Captain's Log: Stardate 78198.7

Today was... "fun." I was hoping to get a basic prototype working (i.e. the "draw a triangle hello world") for the new 3D rendering engine using Google Filament, but things turned out to be a lot more complicated than I expected. The fundamental problem comes down to the fact that JUCE is not designed for extensibility in terms of renderers, at least not in the way I need.

At the OS level, Windows and Mac are similar in that you do some black magic to create a window handle (HWND on Windows, NSView on Mac), and then you can create a swap chain for that window and begin using a rendering API like OpenGL, Vulkan, Metal, etc. In the case of Filament, the specific API is abstracted, so you just give Filament the swap chain and it handles the rest of the setup.

However, JUCE internally does all this, and sets up its own swap chain and rendering threads, etc. And the problem is that it does not expose any way to get access to its internal swap chain. So you can't just grab the HWND for the main JUCE window and start drawing to it.

Now, it is possible to swap things out and do it yourself, because juce_OpenGLContext does exactly this. But it's a seemingly huge project -- the JUCE OpenGL stuff is at least a few thousand lines of code, which I'm not super excited to try to replace. But I might have to?

I'm exploring some other options. The first thing I tried was to create a second native OS window which the 3D graphics would be drawn in, and which would be placed above the JUCE window in the right spot. I think this might work, but the problem is that things like JUCE menus, etc, are obscured by the second window in a way that can't be fixed.
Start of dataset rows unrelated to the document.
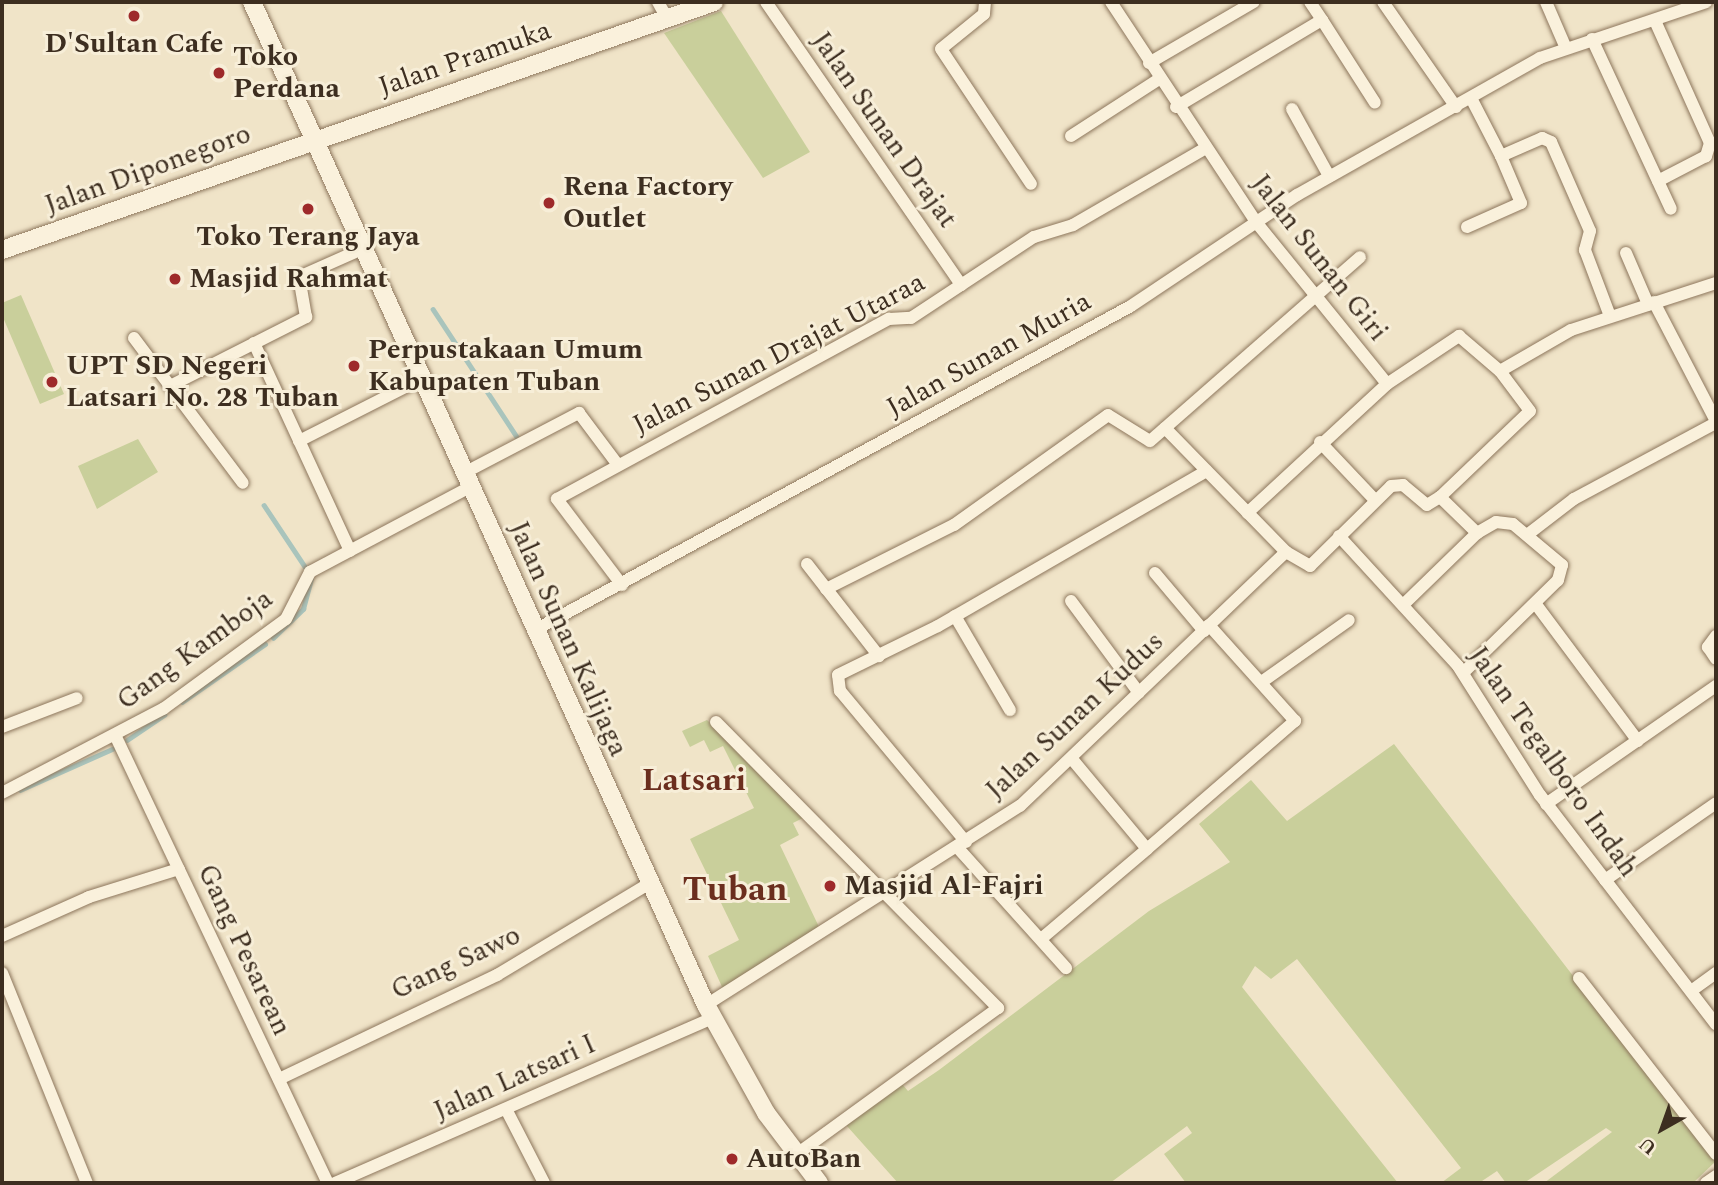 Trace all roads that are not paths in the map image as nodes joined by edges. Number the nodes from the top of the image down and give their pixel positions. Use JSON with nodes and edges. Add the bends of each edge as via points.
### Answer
{"nodes":[{"id":1,"x":252,"y":2,"type":"edge"},
{"id":2,"x":658,"y":2,"type":"edge"},
{"id":3,"x":714,"y":2,"type":"edge"},
{"id":4,"x":766,"y":2,"type":"edge"},
{"id":5,"x":985,"y":2,"type":"edge"},
{"id":6,"x":1111,"y":2,"type":"edge"},
{"id":7,"x":1254,"y":2,"type":"edge"},
{"id":8,"x":1310,"y":2,"type":"edge"},
{"id":9,"x":1383,"y":2,"type":"edge"},
{"id":10,"x":1546,"y":2,"type":"edge"},
{"id":11,"x":1706,"y":2,"type":"edge"},
{"id":12,"x":667,"y":18,"type":"junction"},
{"id":13,"x":1322,"y":20,"type":"junction"},
{"id":14,"x":1656,"y":23,"type":"junction"},
{"id":15,"x":1592,"y":39,"type":"junction"},
{"id":16,"x":1564,"y":46,"type":"junction"},
{"id":17,"x":1149,"y":63,"type":"junction"},
{"id":18,"x":1159,"y":79,"type":"junction"},
{"id":19,"x":1471,"y":98,"type":"junction"},
{"id":20,"x":1375,"y":103,"type":"dead end"},
{"id":21,"x":1177,"y":107,"type":"junction"},
{"id":22,"x":1456,"y":107,"type":"junction"},
{"id":23,"x":1292,"y":109,"type":"dead end"},
{"id":24,"x":1071,"y":136,"type":"dead end"},
{"id":25,"x":313,"y":139,"type":"junction"},
{"id":26,"x":1204,"y":149,"type":"junction"},
{"id":27,"x":1500,"y":156,"type":"junction"},
{"id":28,"x":1329,"y":176,"type":"junction"},
{"id":29,"x":1658,"y":181,"type":"junction"},
{"id":30,"x":1031,"y":184,"type":"dead end"},
{"id":31,"x":1671,"y":209,"type":"dead end"},
{"id":32,"x":1256,"y":222,"type":"junction"},
{"id":33,"x":1467,"y":227,"type":"dead end"},
{"id":34,"x":362,"y":249,"type":"junction"},
{"id":35,"x":2,"y":250,"type":"edge"},
{"id":36,"x":1626,"y":253,"type":"dead end"},
{"id":37,"x":1360,"y":257,"type":"dead end"},
{"id":38,"x":1716,"y":284,"type":"edge"},
{"id":39,"x":961,"y":285,"type":"junction"},
{"id":40,"x":1315,"y":295,"type":"junction"},
{"id":41,"x":1651,"y":303,"type":"junction"},
{"id":42,"x":1610,"y":316,"type":"junction"},
{"id":43,"x":134,"y":338,"type":"dead end"},
{"id":44,"x":254,"y":343,"type":"junction"},
{"id":45,"x":1500,"y":371,"type":"junction"},
{"id":46,"x":421,"y":379,"type":"junction"},
{"id":47,"x":1387,"y":384,"type":"junction"},
{"id":48,"x":170,"y":386,"type":"junction"},
{"id":49,"x":1716,"y":422,"type":"edge"},
{"id":50,"x":1165,"y":428,"type":"junction"},
{"id":51,"x":299,"y":441,"type":"junction"},
{"id":52,"x":1320,"y":442,"type":"junction"},
{"id":53,"x":618,"y":465,"type":"junction"},
{"id":54,"x":1206,"y":471,"type":"junction"},
{"id":55,"x":467,"y":480,"type":"junction"},
{"id":56,"x":243,"y":483,"type":"dead end"},
{"id":57,"x":1440,"y":497,"type":"junction"},
{"id":58,"x":1375,"y":500,"type":"junction"},
{"id":59,"x":1247,"y":513,"type":"junction"},
{"id":60,"x":1477,"y":533,"type":"junction"},
{"id":61,"x":1339,"y":536,"type":"junction"},
{"id":62,"x":1527,"y":536,"type":"junction"},
{"id":63,"x":350,"y":551,"type":"junction"},
{"id":64,"x":1286,"y":552,"type":"junction"},
{"id":65,"x":807,"y":565,"type":"dead end"},
{"id":66,"x":1155,"y":573,"type":"dead end"},
{"id":67,"x":622,"y":585,"type":"junction"},
{"id":68,"x":826,"y":589,"type":"junction"},
{"id":69,"x":1071,"y":601,"type":"dead end"},
{"id":70,"x":1535,"y":603,"type":"junction"},
{"id":71,"x":1404,"y":606,"type":"junction"},
{"id":72,"x":955,"y":616,"type":"junction"},
{"id":73,"x":1349,"y":620,"type":"dead end"},
{"id":74,"x":1206,"y":628,"type":"junction"},
{"id":75,"x":535,"y":630,"type":"junction"},
{"id":76,"x":1716,"y":636,"type":"edge"},
{"id":77,"x":879,"y":656,"type":"junction"},
{"id":78,"x":1716,"y":659,"type":"edge"},
{"id":79,"x":1463,"y":673,"type":"junction"},
{"id":80,"x":1263,"y":681,"type":"junction"},
{"id":81,"x":1716,"y":686,"type":"edge"},
{"id":82,"x":1139,"y":694,"type":"junction"},
{"id":83,"x":77,"y":698,"type":"dead end"},
{"id":84,"x":1010,"y":710,"type":"dead end"},
{"id":85,"x":716,"y":723,"type":"dead end"},
{"id":86,"x":2,"y":727,"type":"edge"},
{"id":87,"x":116,"y":737,"type":"junction"},
{"id":88,"x":1638,"y":741,"type":"junction"},
{"id":89,"x":1072,"y":759,"type":"junction"},
{"id":90,"x":2,"y":793,"type":"edge"},
{"id":91,"x":1716,"y":803,"type":"edge"},
{"id":92,"x":1546,"y":804,"type":"junction"},
{"id":93,"x":961,"y":845,"type":"junction"},
{"id":94,"x":1147,"y":849,"type":"junction"},
{"id":95,"x":179,"y":869,"type":"junction"},
{"id":96,"x":1605,"y":880,"type":"junction"},
{"id":97,"x":650,"y":883,"type":"junction"},
{"id":98,"x":889,"y":891,"type":"junction"},
{"id":99,"x":2,"y":936,"type":"edge"},
{"id":100,"x":1041,"y":939,"type":"junction"},
{"id":101,"x":1066,"y":968,"type":"dead end"},
{"id":102,"x":2,"y":973,"type":"edge"},
{"id":103,"x":1716,"y":973,"type":"edge"},
{"id":104,"x":1579,"y":978,"type":"dead end"},
{"id":105,"x":5,"y":989,"type":"edge"},
{"id":106,"x":1691,"y":991,"type":"junction"},
{"id":107,"x":710,"y":1012,"type":"junction"},
{"id":108,"x":1716,"y":1024,"type":"edge"},
{"id":109,"x":279,"y":1079,"type":"junction"},
{"id":110,"x":506,"y":1109,"type":"junction"},
{"id":111,"x":1716,"y":1154,"type":"edge"},
{"id":112,"x":796,"y":1155,"type":"junction"},
{"id":113,"x":1716,"y":1175,"type":"edge"},
{"id":114,"x":87,"y":1183,"type":"edge"},
{"id":115,"x":328,"y":1183,"type":"edge"},
{"id":116,"x":335,"y":1183,"type":"edge"},
{"id":117,"x":544,"y":1183,"type":"edge"},
{"id":118,"x":819,"y":1183,"type":"edge"},
{"id":119,"x":1706,"y":1183,"type":"edge"}],
"edges":[{"from":1,"to":25,"type":"main road","name":"Jalan Sunan Kalijaga"},
{"from":2,"to":12,"type":"street"},
{"from":3,"to":12,"type":"main road","name":"Jalan Pramuka"},
{"from":4,"to":39,"type":"street","name":"Jalan Sunan Drajat"},
{"from":5,"to":30,"type":"street","via":[[984,14],[942,49]]},
{"from":6,"to":17,"type":"street","name":"Jalan Sunan Giri"},
{"from":7,"to":17,"type":"street"},
{"from":8,"to":13,"type":"street"},
{"from":9,"to":22,"type":"street"},
{"from":10,"to":16,"type":"street"},
{"from":11,"to":14,"type":"street"},
{"from":12,"to":25,"type":"main road","name":"Jalan Pramuka"},
{"from":13,"to":20,"type":"street"},
{"from":13,"to":21,"type":"street"},
{"from":14,"to":15,"type":"street"},
{"from":14,"to":29,"type":"street","via":[[1710,143],[1706,156]]},
{"from":15,"to":16,"type":"street"},
{"from":15,"to":29,"type":"street"},
{"from":16,"to":19,"type":"street"},
{"from":17,"to":18,"type":"street","name":"Jalan Sunan Giri"},
{"from":18,"to":21,"type":"street","name":"Jalan Sunan Giri"},
{"from":18,"to":24,"type":"street"},
{"from":19,"to":22,"type":"street","name":"Jalan Sunan Muria"},
{"from":19,"to":27,"type":"street"},
{"from":21,"to":26,"type":"street","name":"Jalan Sunan Giri"},
{"from":22,"to":28,"type":"street","name":"Jalan Sunan Muria"},
{"from":23,"to":28,"type":"street"},
{"from":25,"to":34,"type":"main road","name":"Jalan Sunan Kalijaga"},
{"from":25,"to":35,"type":"main road","name":"Jalan Diponegoro"},
{"from":26,"to":32,"type":"street","name":"Jalan Sunan Giri"},
{"from":26,"to":39,"type":"street","name":"Jalan Sunan Drajat Utaraa","via":[[1073,225],[1034,237]]},
{"from":27,"to":33,"type":"street","via":[[1521,203]]},
{"from":27,"to":42,"type":"street","via":[[1549,140],[1591,238],[1585,250]]},
{"from":28,"to":32,"type":"street","name":"Jalan Sunan Muria"},
{"from":29,"to":31,"type":"street"},
{"from":32,"to":40,"type":"street","name":"Jalan Sunan Giri"},
{"from":32,"to":67,"type":"street","name":"Jalan Sunan Muria","via":[[1131,306]]},
{"from":34,"to":44,"type":"street","via":[[301,276],[308,315]]},
{"from":34,"to":46,"type":"main road","name":"Jalan Sunan Kalijaga"},
{"from":36,"to":41,"type":"street"},
{"from":37,"to":40,"type":"street"},
{"from":38,"to":41,"type":"street"},
{"from":39,"to":53,"type":"street","name":"Jalan Sunan Drajat Utaraa","via":[[911,318],[889,319]]},
{"from":40,"to":47,"type":"street","name":"Jalan Sunan Giri"},
{"from":40,"to":50,"type":"street"},
{"from":41,"to":42,"type":"street"},
{"from":41,"to":49,"type":"street"},
{"from":42,"to":45,"type":"street","via":[[1557,336]]},
{"from":43,"to":48,"type":"street"},
{"from":44,"to":48,"type":"street"},
{"from":44,"to":51,"type":"street"},
{"from":45,"to":47,"type":"street","via":[[1462,336]]},
{"from":45,"to":57,"type":"street","via":[[1530,411]]},
{"from":46,"to":51,"type":"street"},
{"from":46,"to":55,"type":"main road","name":"Jalan Sunan Kalijaga"},
{"from":47,"to":52,"type":"street","name":"Jalan Sunan Giri"},
{"from":48,"to":56,"type":"street"},
{"from":49,"to":62,"type":"street","via":[[1574,499]]},
{"from":50,"to":54,"type":"street"},
{"from":50,"to":68,"type":"street","via":[[1145,443],[1108,415],[1003,493],[910,550]]},
{"from":51,"to":63,"type":"street"},
{"from":52,"to":58,"type":"street"},
{"from":52,"to":59,"type":"street","name":"Jalan Sunan Giri"},
{"from":53,"to":55,"type":"street","name":"Gang Kamboja","via":[[583,413],[514,446]]},
{"from":53,"to":67,"type":"street","name":"Jalan Sunan Drajat Utaraa","via":[[557,499]]},
{"from":54,"to":59,"type":"street"},
{"from":54,"to":72,"type":"street"},
{"from":55,"to":63,"type":"street","name":"Gang Kamboja"},
{"from":55,"to":75,"type":"main road","name":"Jalan Sunan Kalijaga"},
{"from":57,"to":58,"type":"street","via":[[1425,505],[1399,483]]},
{"from":57,"to":60,"type":"street"},
{"from":58,"to":61,"type":"street"},
{"from":59,"to":64,"type":"street"},
{"from":60,"to":62,"type":"street","via":[[1507,521]]},
{"from":60,"to":71,"type":"street"},
{"from":61,"to":64,"type":"street","via":[[1307,567]]},
{"from":61,"to":71,"type":"street","name":"Jalan Tegalboro Indah"},
{"from":62,"to":70,"type":"street","via":[[1564,569]]},
{"from":63,"to":87,"type":"street","name":"Gang Kamboja","via":[[309,573],[298,602],[281,622]]},
{"from":64,"to":74,"type":"street","name":"Jalan Sunan Kudus"},
{"from":65,"to":68,"type":"street"},
{"from":66,"to":74,"type":"street"},
{"from":67,"to":75,"type":"street","name":"Jalan Sunan Muria"},
{"from":68,"to":77,"type":"street"},
{"from":69,"to":82,"type":"street"},
{"from":70,"to":79,"type":"street"},
{"from":70,"to":88,"type":"street"},
{"from":71,"to":79,"type":"street","name":"Jalan Tegalboro Indah"},
{"from":72,"to":77,"type":"street"},
{"from":72,"to":84,"type":"street"},
{"from":73,"to":80,"type":"street"},
{"from":74,"to":80,"type":"street"},
{"from":74,"to":82,"type":"street","name":"Jalan Sunan Kudus"},
{"from":75,"to":97,"type":"main road","name":"Jalan Sunan Kalijaga"},
{"from":76,"to":78,"type":"street","via":[[1708,647]]},
{"from":77,"to":93,"type":"street","via":[[840,674],[838,688]]},
{"from":79,"to":92,"type":"street","name":"Jalan Tegalboro Indah"},
{"from":80,"to":94,"type":"street","via":[[1293,713],[1294,723]]},
{"from":81,"to":88,"type":"street"},
{"from":82,"to":89,"type":"street","name":"Jalan Sunan Kudus"},
{"from":83,"to":86,"type":"street"},
{"from":85,"to":98,"type":"street"},
{"from":87,"to":90,"type":"street","name":"Gang Kamboja"},
{"from":87,"to":95,"type":"street","name":"Gang Pesarean"},
{"from":88,"to":92,"type":"street"},
{"from":89,"to":93,"type":"street","name":"Jalan Sunan Kudus","via":[[1028,800]]},
{"from":89,"to":94,"type":"street"},
{"from":91,"to":96,"type":"street"},
{"from":92,"to":96,"type":"street","name":"Jalan Tegalboro Indah"},
{"from":93,"to":98,"type":"street","name":"Jalan Sunan Kudus"},
{"from":93,"to":100,"type":"street"},
{"from":94,"to":100,"type":"street"},
{"from":95,"to":99,"type":"street","via":[[96,895]]},
{"from":95,"to":109,"type":"street","name":"Gang Pesarean"},
{"from":96,"to":106,"type":"street","name":"Jalan Tegalboro Indah"},
{"from":97,"to":107,"type":"main road","name":"Jalan Sunan Kalijaga"},
{"from":97,"to":109,"type":"street","name":"Gang Sawo","via":[[497,975]]},
{"from":98,"to":107,"type":"street","name":"Jalan Sunan Kudus"},
{"from":98,"to":112,"type":"street","via":[[994,1000],[996,1015]]},
{"from":100,"to":101,"type":"street"},
{"from":102,"to":105,"type":"street"},
{"from":103,"to":106,"type":"street"},
{"from":104,"to":111,"type":"street"},
{"from":105,"to":114,"type":"street"},
{"from":106,"to":108,"type":"street","name":"Jalan Tegalboro Indah"},
{"from":107,"to":110,"type":"street","name":"Jalan Latsari I"},
{"from":107,"to":112,"type":"main road","name":"Jalan Sunan Kalijaga"},
{"from":109,"to":115,"type":"street","name":"Gang Pesarean"},
{"from":110,"to":116,"type":"street","name":"Jalan Latsari I"},
{"from":110,"to":117,"type":"street"},
{"from":112,"to":118,"type":"main road","name":"Jalan Sunan Kalijaga"},
{"from":113,"to":119,"type":"street"}]}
Another possibility is to put the JUCE GUI in a native OS window above the 3D graphics. But this requires transparency in the JUCE GUI OS window, which may be possible but AFAICT it would mean Linux support is out the window. And also it might be slow.

Tomorrow I'm going to have to spend some time really digging into how JUCE does OpenGL, to see if there's some way to use the same technique but without the same degree of complexity.